#### EXERCISE REQUIREMENTS
Give back all of the data exactly, with every picture omitted.

#### SOURCE DATA
--------------------------------------------------

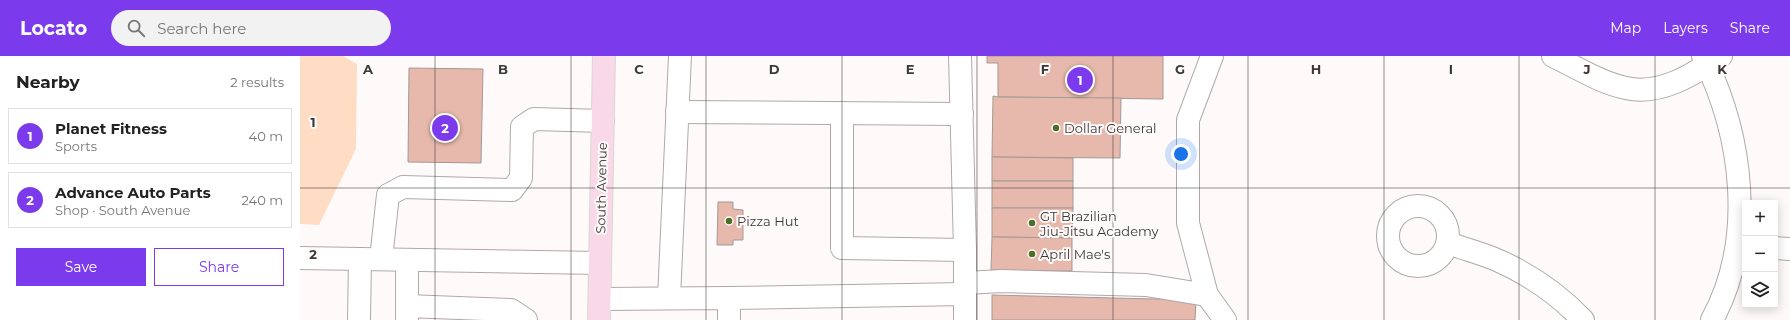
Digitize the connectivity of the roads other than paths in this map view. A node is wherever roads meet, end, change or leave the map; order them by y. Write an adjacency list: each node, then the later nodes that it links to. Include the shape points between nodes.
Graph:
1 (604, 56): 10 (main road, South Avenue)
2 (680, 56): 7 (street)
3 (960, 56): 9 (street)
4 (1212, 56): 22 (street, via 1188,120 1188,223)
5 (1553, 56): 6 (street, via 1615,85 1638,90 1666,86)
6 (1710, 59): 12 (street, via 1735,149)
7 (677, 112): 8 (street); 23 (street)
8 (842, 113): 9 (street); 15 (street, via 842,248)
9 (962, 114): 15 (street)
10 (603, 121): 18 (street, via 534,119 522,127 521,178 512,190 403,187 388,196); 20 (main road, South Avenue)
11 (1448, 243): 32 (street, via 1497,260 1527,276 1552,292)
12 (1741, 244): 33 (street)
13 (1778, 248): 14 (street)
14 (1790, 249)
15 (965, 250): 21 (street)
16 (300, 258): 17 (street)
17 (360, 259): 18 (street); 27 (street)
18 (381, 259): 19 (street)
19 (407, 260): 20 (street); 26 (street)
20 (600, 264): 25 (main road, South Avenue)
21 (965, 289): 22 (street, via 1002,281 1146,285); 24 (street); 30 (street)
22 (1207, 295): 31 (street)
23 (669, 298): 24 (street); 25 (street)
24 (729, 298): 29 (street)
25 (599, 310)
26 (407, 313): 28 (street, via 511,310)
27 (359, 320)
28 (526, 320)
29 (729, 320)
30 (965, 320)
31 (1225, 320)
32 (1583, 320)
33 (1712, 320)

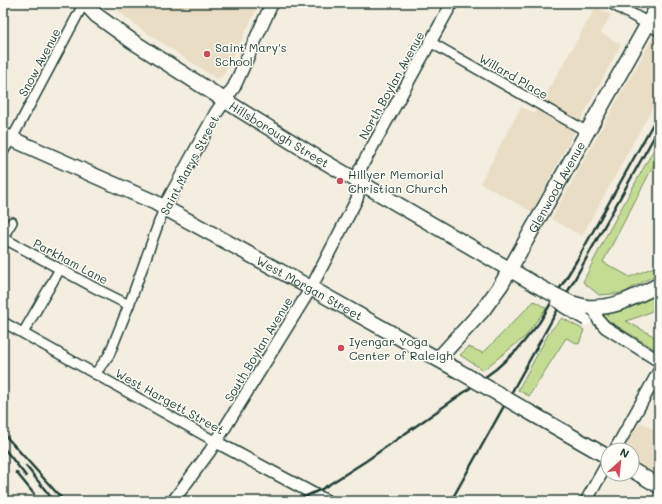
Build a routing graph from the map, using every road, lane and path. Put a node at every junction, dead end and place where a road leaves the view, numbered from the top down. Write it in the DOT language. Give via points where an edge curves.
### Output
graph roads {
  1 [pos="85,3"];
  2 [pos="272,3"];
  3 [pos="452,3"];
  4 [pos="612,3"];
  5 [pos="659,4"];
  6 [pos="653,27"];
  7 [pos="430,42"];
  8 [pos="226,101"];
  9 [pos="586,131"];
  10 [pos="8,137"];
  11 [pos="3,152"];
  12 [pos="360,182"];
  13 [pos="164,208"];
  14 [pos="12,222"];
  15 [pos="3,237"];
  16 [pos="60,269"];
  17 [pos="510,270"];
  18 [pos="659,285"];
  19 [pos="311,288"];
  20 [pos="545,290"];
  21 [pos="129,305"];
  22 [pos="593,307"];
  23 [pos="3,322"];
  24 [pos="605,327"];
  25 [pos="23,333"];
  26 [pos="438,359"];
  27 [pos="659,361"];
  28 [pos="659,371"];
  29 [pos="95,374"];
  30 [pos="216,442"];
  31 [pos="619,442"];
  32 [pos="600,452"];
  33 [pos="640,475"];
  34 [pos="600,476"];
  35 [pos="659,486"];
  36 [pos="173,501"];
  37 [pos="326,501"];
  38 [pos="586,501"];
  1 -- 8 [label="main road, Hillsborough Street" via="132,41"];
  1 -- 10 [label="street, Snow Avenue"];
  2 -- 8 [label="main road, Saint Marys Street"];
  3 -- 7 [label="street, North Boylan Avenue"];
  4 -- 6 [label="street"];
  5 -- 6 [label="main road, Glenwood Avenue"];
  6 -- 9 [label="main road, Glenwood Avenue"];
  7 -- 9 [label="street, Willard Place"];
  7 -- 12 [label="street, North Boylan Avenue" via="362,166"];
  8 -- 12 [label="main road, Hillsborough Street"];
  8 -- 13 [label="main road, Saint Marys Street" via="216,113"];
  9 -- 17 [label="main road, Glenwood Avenue"];
  10 -- 11 [label="street, Snow Avenue"];
  10 -- 13 [label="main road, West Morgan Street"];
  12 -- 17 [label="main road, Hillsborough Street"];
  12 -- 19 [label="street, South Boylan Avenue" via="357,199"];
  13 -- 19 [label="main road, West Morgan Street"];
  13 -- 21 [label="street, Saint Marys Street"];
  14 -- 15 [label="street"];
  15 -- 16 [label="street, Parkham Lane"];
  16 -- 21 [label="street, Parkham Lane"];
  16 -- 25 [label="street"];
  17 -- 20 [label="main road, Hillsborough Street"];
  17 -- 26 [label="main road, Glenwood Avenue" via="483,310"];
  18 -- 22 [label="main road" via="624,302"];
  19 -- 26 [label="main road, West Morgan Street"];
  19 -- 30 [label="street, South Boylan Avenue"];
  20 -- 22 [label="main road, Hillsborough Street, bridge" via="571,303"];
  20 -- 24 [label="street, Hillsborough Street, bridge" via="564,307 594,325"];
  21 -- 29 [label="street, Saint Marys Street" via="109,355"];
  22 -- 24 [label="street, Hillsborough Street"];
  23 -- 25 [label="street, West Hargett Street"];
  24 -- 27 [label="street, Hillsborough Street"];
  25 -- 29 [label="street, West Hargett Street"];
  26 -- 32 [label="main road, West Morgan Street, bridge"];
  28 -- 31 [label="street"];
  29 -- 30 [label="street, West Hargett Street"];
  30 -- 36 [label="street, South Boylan Avenue"];
  30 -- 37 [label="street, West Hargett Street"];
  33 -- 35 [label="main road"];
  34 -- 38 [label="street"];
}
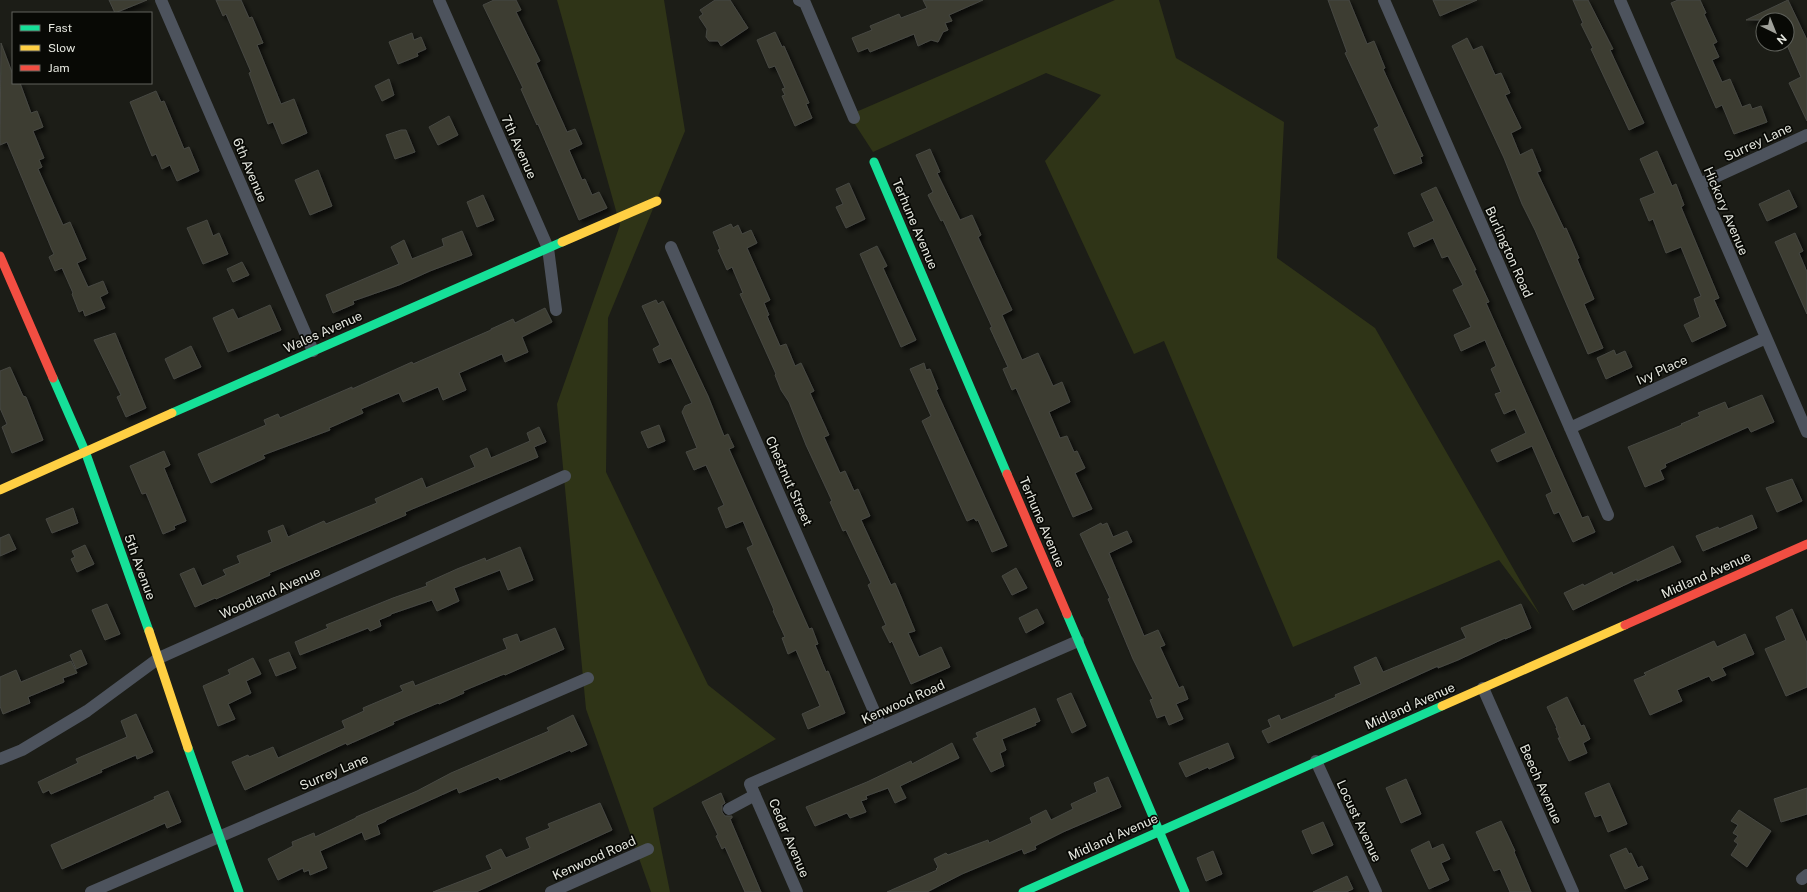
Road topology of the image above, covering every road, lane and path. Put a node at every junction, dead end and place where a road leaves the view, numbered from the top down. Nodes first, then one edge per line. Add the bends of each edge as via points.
1 (161, 0) edge
2 (439, 0) edge
3 (1384, 0) edge
4 (1620, 0) edge
5 (806, 1) edge
6 (854, 118) dead end
7 (1807, 135) edge
8 (874, 162) dead end
9 (1700, 184) junction
10 (657, 201) dead end
11 (671, 247) dead end
12 (548, 248) junction
13 (0, 256) edge
14 (556, 310) dead end
15 (1766, 338) junction
16 (313, 351) junction
17 (1570, 428) junction
18 (1807, 432) edge
19 (84, 451) junction
20 (565, 476) dead end
21 (0, 490) edge
22 (1608, 515) dead end
23 (1807, 544) edge
24 (1078, 640) junction
25 (159, 658) junction
26 (588, 678) dead end
27 (1483, 688) junction
28 (881, 726) junction
29 (0, 759) edge
30 (1316, 761) junction
31 (755, 795) junction
32 (729, 809) dead end
33 (1160, 831) junction
34 (221, 836) junction
35 (648, 849) dead end
36 (91, 892) edge
37 (239, 892) edge
38 (551, 892) edge
39 (797, 892) edge
40 (1023, 892) edge
41 (1185, 892) edge
42 (1376, 892) edge
43 (1573, 892) edge

1 - 16 street, 6th Avenue
2 - 12 street, 7th Avenue
3 - 17 street, Burlington Road
4 - 9 street, Hickory Avenue
5 - 6 street
7 - 9 street, Surrey Lane
8 - 24 street, Terhune Avenue
9 - 15 street, Hickory Avenue
10 - 12 street, Wales Avenue
11 - 28 street, Chestnut Street
12 - 14 street, 7th Avenue
12 - 16 street, Wales Avenue
13 - 19 street, 5th Avenue
15 - 17 street, Ivy Place
15 - 18 street, Hickory Avenue
16 - 19 street, Wales Avenue
17 - 22 street, Burlington Road
19 - 21 street, Wales Avenue
19 - 25 street, 5th Avenue
20 - 25 street, Woodland Avenue
23 - 27 street, Midland Avenue
24 - 28 street, Kenwood Road
24 - 33 street, Terhune Avenue
25 - 29 street, Woodland Avenue via 87,711 22,750
25 - 34 street, 5th Avenue
26 - 34 street, Surrey Lane
27 - 30 street, Midland Avenue
27 - 43 street, Beech Avenue
28 - 31 street, Kenwood Road via 750,784
30 - 33 street, Midland Avenue
30 - 42 street, Locust Avenue
31 - 32 street
31 - 39 street, Cedar Avenue
33 - 40 street, Midland Avenue
33 - 41 street, Terhune Avenue
34 - 36 street, Surrey Lane
34 - 37 street, 5th Avenue
35 - 38 street, Kenwood Road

--------------------------------------------------

#### SOLUTION TO THIS TASK
Digitize the connectivity of the roads other than paths in this map view. A node is wherever roads meet, end, change or leave the map; order them by y. Write an adjacency list: each node, then the later nodes that it links to. Include the shape points between nodes.
Graph:
1 (604, 56): 10 (main road, South Avenue)
2 (680, 56): 7 (street)
3 (960, 56): 9 (street)
4 (1212, 56): 22 (street, via 1188,120 1188,223)
5 (1553, 56): 6 (street, via 1615,85 1638,90 1666,86)
6 (1710, 59): 12 (street, via 1735,149)
7 (677, 112): 8 (street); 23 (street)
8 (842, 113): 9 (street); 15 (street, via 842,248)
9 (962, 114): 15 (street)
10 (603, 121): 18 (street, via 534,119 522,127 521,178 512,190 403,187 388,196); 20 (main road, South Avenue)
11 (1448, 243): 32 (street, via 1497,260 1527,276 1552,292)
12 (1741, 244): 33 (street)
13 (1778, 248): 14 (street)
14 (1790, 249)
15 (965, 250): 21 (street)
16 (300, 258): 17 (street)
17 (360, 259): 18 (street); 27 (street)
18 (381, 259): 19 (street)
19 (407, 260): 20 (street); 26 (street)
20 (600, 264): 25 (main road, South Avenue)
21 (965, 289): 22 (street, via 1002,281 1146,285); 24 (street); 30 (street)
22 (1207, 295): 31 (street)
23 (669, 298): 24 (street); 25 (street)
24 (729, 298): 29 (street)
25 (599, 310)
26 (407, 313): 28 (street, via 511,310)
27 (359, 320)
28 (526, 320)
29 (729, 320)
30 (965, 320)
31 (1225, 320)
32 (1583, 320)
33 (1712, 320)

Build a routing graph from the map, using every road, lane and path. Put a node at every junction, dead end and place where a road leaves the view, numbered from the top down. Write it in the DOT language. Give via points where an edge curves.
### Output
graph roads {
  1 [pos="85,3"];
  2 [pos="272,3"];
  3 [pos="452,3"];
  4 [pos="612,3"];
  5 [pos="659,4"];
  6 [pos="653,27"];
  7 [pos="430,42"];
  8 [pos="226,101"];
  9 [pos="586,131"];
  10 [pos="8,137"];
  11 [pos="3,152"];
  12 [pos="360,182"];
  13 [pos="164,208"];
  14 [pos="12,222"];
  15 [pos="3,237"];
  16 [pos="60,269"];
  17 [pos="510,270"];
  18 [pos="659,285"];
  19 [pos="311,288"];
  20 [pos="545,290"];
  21 [pos="129,305"];
  22 [pos="593,307"];
  23 [pos="3,322"];
  24 [pos="605,327"];
  25 [pos="23,333"];
  26 [pos="438,359"];
  27 [pos="659,361"];
  28 [pos="659,371"];
  29 [pos="95,374"];
  30 [pos="216,442"];
  31 [pos="619,442"];
  32 [pos="600,452"];
  33 [pos="640,475"];
  34 [pos="600,476"];
  35 [pos="659,486"];
  36 [pos="173,501"];
  37 [pos="326,501"];
  38 [pos="586,501"];
  1 -- 8 [label="main road, Hillsborough Street" via="132,41"];
  1 -- 10 [label="street, Snow Avenue"];
  2 -- 8 [label="main road, Saint Marys Street"];
  3 -- 7 [label="street, North Boylan Avenue"];
  4 -- 6 [label="street"];
  5 -- 6 [label="main road, Glenwood Avenue"];
  6 -- 9 [label="main road, Glenwood Avenue"];
  7 -- 9 [label="street, Willard Place"];
  7 -- 12 [label="street, North Boylan Avenue" via="362,166"];
  8 -- 12 [label="main road, Hillsborough Street"];
  8 -- 13 [label="main road, Saint Marys Street" via="216,113"];
  9 -- 17 [label="main road, Glenwood Avenue"];
  10 -- 11 [label="street, Snow Avenue"];
  10 -- 13 [label="main road, West Morgan Street"];
  12 -- 17 [label="main road, Hillsborough Street"];
  12 -- 19 [label="street, South Boylan Avenue" via="357,199"];
  13 -- 19 [label="main road, West Morgan Street"];
  13 -- 21 [label="street, Saint Marys Street"];
  14 -- 15 [label="street"];
  15 -- 16 [label="street, Parkham Lane"];
  16 -- 21 [label="street, Parkham Lane"];
  16 -- 25 [label="street"];
  17 -- 20 [label="main road, Hillsborough Street"];
  17 -- 26 [label="main road, Glenwood Avenue" via="483,310"];
  18 -- 22 [label="main road" via="624,302"];
  19 -- 26 [label="main road, West Morgan Street"];
  19 -- 30 [label="street, South Boylan Avenue"];
  20 -- 22 [label="main road, Hillsborough Street, bridge" via="571,303"];
  20 -- 24 [label="street, Hillsborough Street, bridge" via="564,307 594,325"];
  21 -- 29 [label="street, Saint Marys Street" via="109,355"];
  22 -- 24 [label="street, Hillsborough Street"];
  23 -- 25 [label="street, West Hargett Street"];
  24 -- 27 [label="street, Hillsborough Street"];
  25 -- 29 [label="street, West Hargett Street"];
  26 -- 32 [label="main road, West Morgan Street, bridge"];
  28 -- 31 [label="street"];
  29 -- 30 [label="street, West Hargett Street"];
  30 -- 36 [label="street, South Boylan Avenue"];
  30 -- 37 [label="street, West Hargett Street"];
  33 -- 35 [label="main road"];
  34 -- 38 [label="street"];
}
Road topology of the image above, covering every road, lane and path. Put a node at every junction, dead end and place where a road leaves the view, numbered from the top down. Nodes first, then one edge per line. Add the bends of each edge as via points.
1 (161, 0) edge
2 (439, 0) edge
3 (1384, 0) edge
4 (1620, 0) edge
5 (806, 1) edge
6 (854, 118) dead end
7 (1807, 135) edge
8 (874, 162) dead end
9 (1700, 184) junction
10 (657, 201) dead end
11 (671, 247) dead end
12 (548, 248) junction
13 (0, 256) edge
14 (556, 310) dead end
15 (1766, 338) junction
16 (313, 351) junction
17 (1570, 428) junction
18 (1807, 432) edge
19 (84, 451) junction
20 (565, 476) dead end
21 (0, 490) edge
22 (1608, 515) dead end
23 (1807, 544) edge
24 (1078, 640) junction
25 (159, 658) junction
26 (588, 678) dead end
27 (1483, 688) junction
28 (881, 726) junction
29 (0, 759) edge
30 (1316, 761) junction
31 (755, 795) junction
32 (729, 809) dead end
33 (1160, 831) junction
34 (221, 836) junction
35 (648, 849) dead end
36 (91, 892) edge
37 (239, 892) edge
38 (551, 892) edge
39 (797, 892) edge
40 (1023, 892) edge
41 (1185, 892) edge
42 (1376, 892) edge
43 (1573, 892) edge

1 - 16 street, 6th Avenue
2 - 12 street, 7th Avenue
3 - 17 street, Burlington Road
4 - 9 street, Hickory Avenue
5 - 6 street
7 - 9 street, Surrey Lane
8 - 24 street, Terhune Avenue
9 - 15 street, Hickory Avenue
10 - 12 street, Wales Avenue
11 - 28 street, Chestnut Street
12 - 14 street, 7th Avenue
12 - 16 street, Wales Avenue
13 - 19 street, 5th Avenue
15 - 17 street, Ivy Place
15 - 18 street, Hickory Avenue
16 - 19 street, Wales Avenue
17 - 22 street, Burlington Road
19 - 21 street, Wales Avenue
19 - 25 street, 5th Avenue
20 - 25 street, Woodland Avenue
23 - 27 street, Midland Avenue
24 - 28 street, Kenwood Road
24 - 33 street, Terhune Avenue
25 - 29 street, Woodland Avenue via 87,711 22,750
25 - 34 street, 5th Avenue
26 - 34 street, Surrey Lane
27 - 30 street, Midland Avenue
27 - 43 street, Beech Avenue
28 - 31 street, Kenwood Road via 750,784
30 - 33 street, Midland Avenue
30 - 42 street, Locust Avenue
31 - 32 street
31 - 39 street, Cedar Avenue
33 - 40 street, Midland Avenue
33 - 41 street, Terhune Avenue
34 - 36 street, Surrey Lane
34 - 37 street, 5th Avenue
35 - 38 street, Kenwood Road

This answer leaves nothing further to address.